We are probably the last generation to experience a clear difference between being online and being offline. INFORG embraces the future of being 100% online, a revolution in which the real world is totally absorbed by electronic smog and supermassive black holes.
An avantgarde music film with a story told by music and holes.
Inspired by the extraordinary ideas of professor of philosophy Luciano Floridi.
Duration: 10:42
Story, animation and music by Paul Schenk.
Featuring the songs ‘Dreamworld’, ‘A bright sunny day for a 5-inch display’ and ‘The Hole’.
In 2008, german biochemist Otto Rössler publicly criticized the Large Hadron Collider experiment in Geneva, the experiment of smashing atoms inside the world’s largest and most powerful particle collider.
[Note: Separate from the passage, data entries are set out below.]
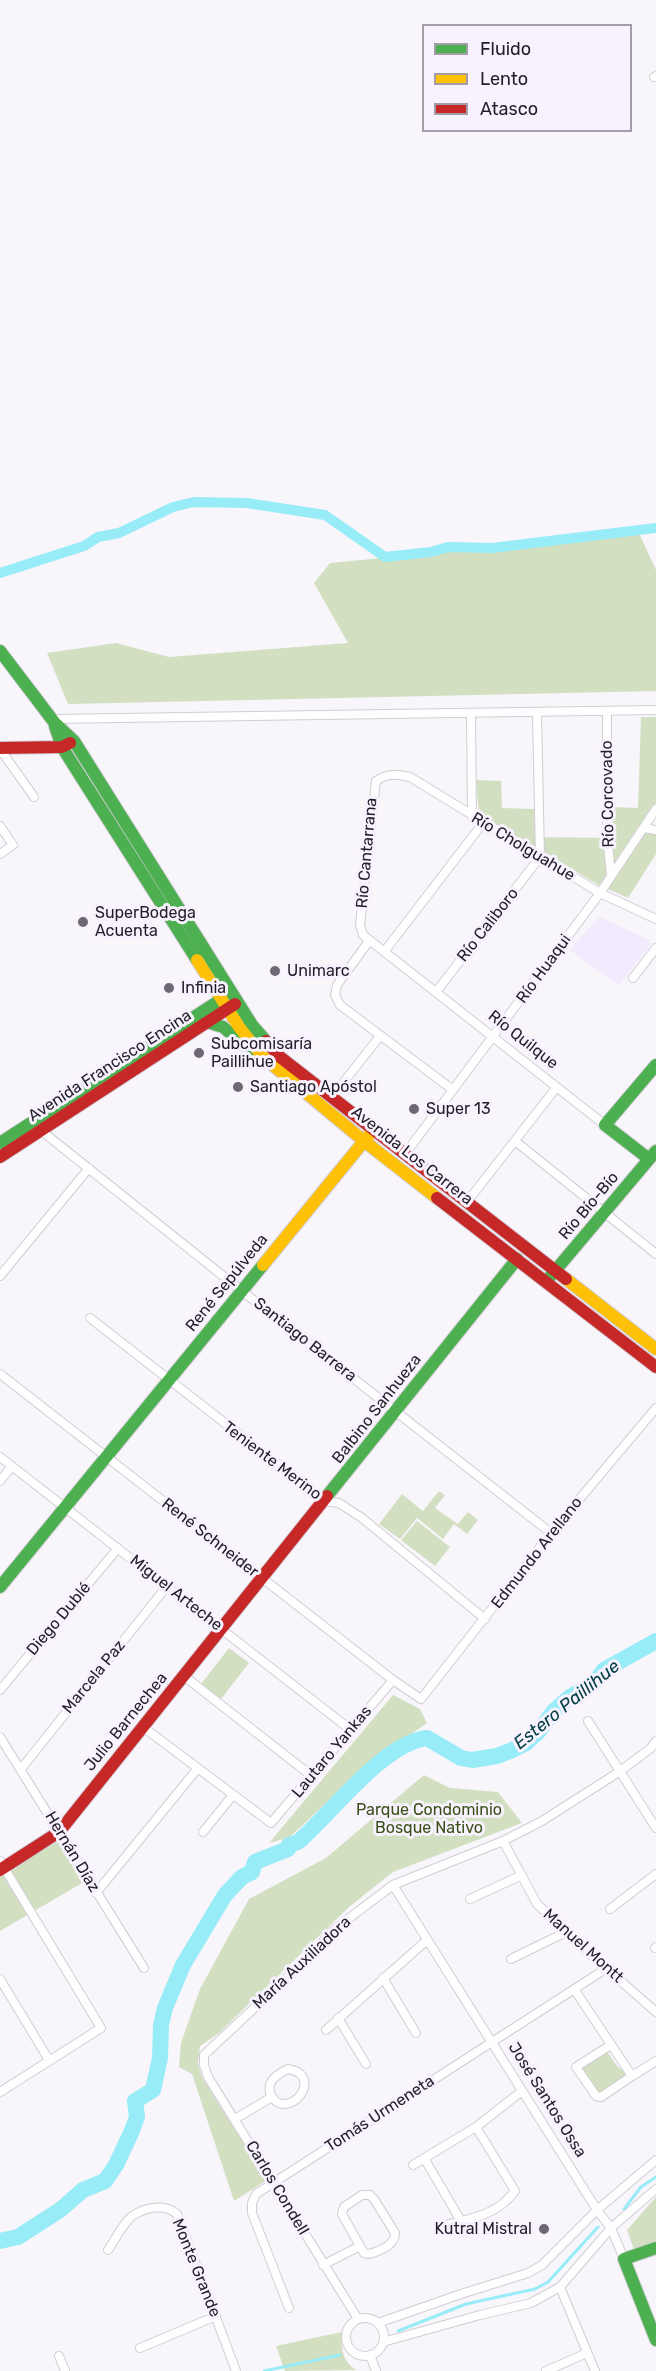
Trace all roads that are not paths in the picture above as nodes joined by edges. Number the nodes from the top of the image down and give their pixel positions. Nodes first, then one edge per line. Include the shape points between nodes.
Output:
1 (0, 651) edge
2 (656, 710) edge
3 (607, 711) junction
4 (537, 713) junction
5 (471, 714) junction
6 (53, 721) junction
7 (75, 741) junction
8 (62, 747) junction
9 (0, 748) edge
10 (393, 774) joint
11 (34, 797) dead end
12 (656, 809) edge
13 (119, 811) junction
14 (472, 817) junction
15 (108, 818) junction
16 (483, 823) junction
17 (0, 826) edge
18 (644, 828) junction
19 (656, 830) edge
20 (0, 854) edge
21 (540, 857) junction
22 (611, 876) junction
23 (600, 893) junction
24 (656, 918) edge
25 (369, 941) junction
26 (656, 948) edge
27 (384, 951) junction
28 (633, 978) dead end
29 (436, 992) junction
30 (230, 1000) junction
31 (207, 1022) junction
32 (380, 1036) junction
33 (493, 1038) junction
34 (656, 1065) edge
35 (277, 1069) junction
36 (556, 1088) junction
37 (453, 1090) junction
38 (332, 1097) junction
39 (605, 1125) junction
40 (36, 1126) junction
41 (374, 1130) junction
42 (364, 1141) junction
43 (515, 1141) junction
44 (0, 1143) edge
45 (405, 1154) junction
46 (0, 1157) edge
47 (654, 1158) edge
48 (89, 1168) junction
49 (467, 1202) junction
50 (604, 1213) junction
51 (656, 1254) edge
52 (517, 1259) junction
53 (556, 1271) junction
54 (0, 1276) edge
55 (546, 1282) junction
56 (242, 1291) junction
57 (90, 1318) dead end
58 (656, 1349) edge
59 (656, 1367) edge
60 (0, 1374) edge
61 (169, 1381) junction
62 (656, 1408) edge
63 (396, 1410) junction
64 (0, 1457) edge
65 (107, 1458) junction
66 (12, 1466) junction
67 (0, 1480) edge
68 (325, 1501) junction
69 (66, 1508) junction
70 (552, 1533) junction
71 (118, 1548) junction
72 (262, 1578) junction
73 (167, 1586) junction
74 (0, 1587) edge
75 (485, 1619) junction
76 (222, 1629) junction
77 (184, 1676) junction
78 (393, 1680) junction
79 (0, 1690) edge
80 (422, 1700) joint
81 (588, 1721) dead end
82 (143, 1727) junction
83 (351, 1730) junction
84 (0, 1737) edge
85 (656, 1741) edge
86 (21, 1768) junction
87 (198, 1768) junction
88 (619, 1772) junction
89 (313, 1777) junction
90 (233, 1795) junction
91 (656, 1828) edge
92 (59, 1832) junction
93 (203, 1832) dead end
94 (503, 1841) junction
95 (1, 1866) edge
96 (656, 1874) edge
97 (522, 1875) junction
98 (393, 1885) junction
99 (96, 1893) junction
100 (470, 1899) dead end
101 (610, 1908) dead end
102 (566, 1932) junction
103 (427, 1940) junction
104 (511, 1959) dead end
105 (144, 1968) dead end
106 (608, 1968) junction
107 (383, 1978) junction
108 (0, 1979) edge
109 (574, 1989) junction
110 (656, 2012) edge
111 (338, 2018) junction
112 (326, 2030) dead end
113 (416, 2033) dead end
114 (492, 2042) junction
115 (609, 2046) junction
116 (204, 2055) joint
117 (49, 2060) junction
118 (656, 2061) edge
119 (366, 2064) dead end
120 (632, 2076) junction
121 (522, 2091) junction
122 (0, 2092) edge
123 (272, 2097) junction
124 (235, 2119) junction
125 (476, 2127) junction
126 (424, 2158) junction
127 (656, 2160) edge
128 (412, 2165) dead end
129 (274, 2182) junction
130 (656, 2189) edge
131 (597, 2210) junction
132 (461, 2221) junction
133 (446, 2225) dead end
134 (611, 2228) junction
135 (360, 2246) junction
136 (656, 2248) edge
137 (108, 2250) dead end
138 (624, 2259) junction
139 (323, 2265) junction
140 (560, 2288) junction
141 (289, 2308) dead end
142 (216, 2316) junction
143 (358, 2319) junction
144 (652, 2320) edge
145 (378, 2323) junction
146 (656, 2340) edge
147 (383, 2342) junction
148 (140, 2348) dead end
149 (587, 2353) junction
150 (370, 2355) junction
151 (59, 2356) dead end
152 (65, 2371) edge
153 (236, 2371) edge
154 (376, 2371) edge
155 (546, 2371) edge
156 (595, 2371) edge

1 - 6 main road, Avenida Los Carrera
2 - 3 street
3 - 4 street
3 - 22 street, Río Corcovado
4 - 5 street
4 - 21 street
5 - 6 street
5 - 14 street
6 - 7 main road, Avenida Los Carrera
6 - 8 main road, Avenida Los Carrera
7 - 8 main road
7 - 13 main road, Avenida Los Carrera
8 - 9 main road
8 - 15 main road, Avenida Los Carrera
9 - 11 street
10 - 14 street, Río Cholguahue via 410,777
10 - 25 street, Río Cantarrana via 376,781 374,789 360,926
12 - 18 street, Río Huaqui
13 - 15 main road
13 - 30 main road, Avenida Los Carrera
14 - 16 street, Río Cholguahue
15 - 30 main road, Avenida Los Carrera
16 - 21 street, Río Cholguahue
16 - 27 street
17 - 20 street via 13,845
18 - 19 street
18 - 22 street, Río Huaqui
21 - 23 street, Río Cholguahue
21 - 29 street, Río Caliboro
22 - 23 street, Río Huaqui
23 - 24 street, Río Cholguahue
23 - 33 street, Río Huaqui
25 - 27 street, Río Quilque
25 - 32 street via 337,985 336,995 340,1005
26 - 28 street
27 - 29 street, Río Quilque
29 - 33 street, Río Quilque
30 - 31 main road, Avenida Francisco Encina
30 - 35 main road, Avenida Los Carrera via 250,1042
30 - 38 main road, Avenida Los Carrera via 277,1054
30 - 40 main road, Avenida Francisco Encina
31 - 35 main road via 223,1027
31 - 40 main road, Avenida Francisco Encina
32 - 37 street
32 - 38 street
33 - 36 street, Río Quilque
33 - 37 street, Río Huaqui
34 - 39 main road
35 - 42 main road, Avenida Los Carrera
36 - 39 street, Río Quilque
36 - 43 street
37 - 45 street, Río Huaqui
38 - 41 main road, Avenida Los Carrera
39 - 47 main road, Río Quilque
40 - 44 main road, Avenida Francisco Encina
40 - 46 main road, Avenida Francisco Encina
40 - 48 street, Santiago Barrera
41 - 42 main road, René Sepúlveda
41 - 45 main road, Avenida Los Carrera
42 - 52 main road, Avenida Los Carrera
42 - 56 main road, René Sepúlveda
43 - 49 street
43 - 50 street
45 - 49 main road, Avenida Los Carrera
47 - 50 main road, Río Bío-Bío
48 - 54 street
48 - 56 street, Santiago Barrera
49 - 53 main road, Avenida Los Carrera
50 - 51 street
50 - 53 main road, Río Bío-Bío
52 - 55 main road, Avenida Los Carrera
52 - 63 main road, Balbino Sanhueza
53 - 55 main road, Río Bío-Bío
53 - 58 main road, Avenida Los Carrera
55 - 59 main road, Avenida Los Carrera
56 - 61 main road, René Sepúlveda
56 - 63 street, Santiago Barrera
57 - 61 street, Teniente Merino
60 - 65 street, René Schneider
61 - 65 main road, René Sepúlveda
61 - 68 street, Teniente Merino
62 - 70 street, Edmundo Arellano
63 - 68 main road, Balbino Sanhueza
63 - 70 street, Santiago Barrera
64 - 66 street, Miguel Arteche
65 - 69 main road, René Sepúlveda
65 - 72 street, René Schneider
66 - 67 street
66 - 69 street, Miguel Arteche
68 - 72 main road, Balbino Sanhueza
68 - 75 street, Teniente Merino via 339,1503 362,1518
69 - 71 street, Miguel Arteche
69 - 74 main road, René Sepúlveda
70 - 75 street, Edmundo Arellano
71 - 73 street, Miguel Arteche
71 - 79 street, Diego Dublé
72 - 76 main road, Julio Barnechea
72 - 78 street, René Schneider
73 - 76 street, Miguel Arteche
73 - 86 street, Marcela Paz
75 - 80 street, Edmundo Arellano
76 - 77 main road, Julio Barnechea
76 - 83 street, Miguel Arteche
77 - 82 main road, Julio Barnechea
77 - 89 street
78 - 80 street, René Schneider
78 - 83 street, Lautaro Yankas
81 - 88 street
82 - 87 street
82 - 92 main road, Julio Barnechea
83 - 89 street, Lautaro Yankas
84 - 86 street, Hernán Díaz
85 - 88 street, María Auxiliadora
86 - 92 street, Hernán Díaz
87 - 90 street
87 - 99 street
88 - 91 street
88 - 94 street, María Auxiliadora
89 - 90 street, Lautaro Yankas via 271,1823
90 - 93 street
92 - 95 main road, Julio Barnechea
92 - 99 street, Hernán Díaz
94 - 97 street, Manuel Montt
94 - 98 street, María Auxiliadora
95 - 117 street via 101,2028
96 - 101 street
97 - 100 street
97 - 102 street, Manuel Montt via 537,1904
98 - 103 street, José Santos Ossa
98 - 116 street, María Auxiliadora via 331,1932
99 - 105 street, Hernán Díaz
102 - 104 street
102 - 106 street, Manuel Montt
103 - 107 street
103 - 114 street, José Santos Ossa
106 - 109 street, Tomás Urmeneta
106 - 110 street, Manuel Montt
107 - 111 street
107 - 113 street
108 - 117 street
109 - 114 street, Tomás Urmeneta
109 - 115 street
111 - 112 street
111 - 119 street
114 - 121 street, José Santos Ossa
114 - 129 street, Tomás Urmeneta
115 - 120 street
115 - 120 street via 576,2067 593,2093 601,2097
116 - 124 street, Carlos Condell via 208,2077
117 - 122 street
118 - 120 street
121 - 125 street
121 - 131 street, José Santos Ossa
123 - 123 street via 286,2104 297,2098 306,2085 302,2075 288,2069 278,2073 269,2088
123 - 124 street
124 - 129 street, Carlos Condell
125 - 126 street
125 - 132 street via 515,2191 505,2204 490,2213
126 - 128 street
126 - 132 street
127 - 131 street
129 - 139 street, Carlos Condell
129 - 141 street, Tomás Urmeneta via 256,2194 252,2208
130 - 134 street
131 - 134 street, José Santos Ossa
131 - 145 street via 542,2265 528,2273
132 - 133 street
134 - 138 street, José Santos Ossa
134 - 140 street
135 - 135 street via 369,2254 395,2238 374,2199 366,2195 344,2207 342,2214
135 - 139 street
136 - 138 main road
137 - 142 street, Monte Grande via 132,2217 156,2207 170,2209 179,2218
138 - 144 main road, José Santos Ossa
139 - 143 street, Carlos Condell
140 - 147 street via 531,2303
140 - 149 street
142 - 148 street
142 - 153 street, Monte Grande
143 - 145 street
143 - 150 street via 347,2329 346,2343 356,2354
144 - 146 main road, José Santos Ossa
145 - 147 street
147 - 150 street
149 - 155 street
149 - 156 street
150 - 154 street
151 - 152 street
Ridiculed by his colleagues, Rössler was involved in a failed lawsuit to halt the experiment: He argued that the experiment could plausibly generate dangerous black holes that could bring about the end of the world. According to Rösslers calculations these black holes would grow exponentially and eventually absorb the entire planet.
This spectacular piece of recent history inspired me to make the short animated music film INFORG: A story in which black holes appear as a symbol of uncontrollable advanced technology. I wanted to predict the future of mankind’s ever increasing dependence on smart digital objects, influenced by the predictions made by Luciano Floridi, professor of Philosophy and Ethics of Information, in his book ‘The 4th Revolution’.
In a musical mixture of Rössler’s and Floridi’s extraordinary theories INFORG sings and tells about the ever existing danger of expanding black holes as a result of human’s desire to play God with technology that’s bigger than mankind itself.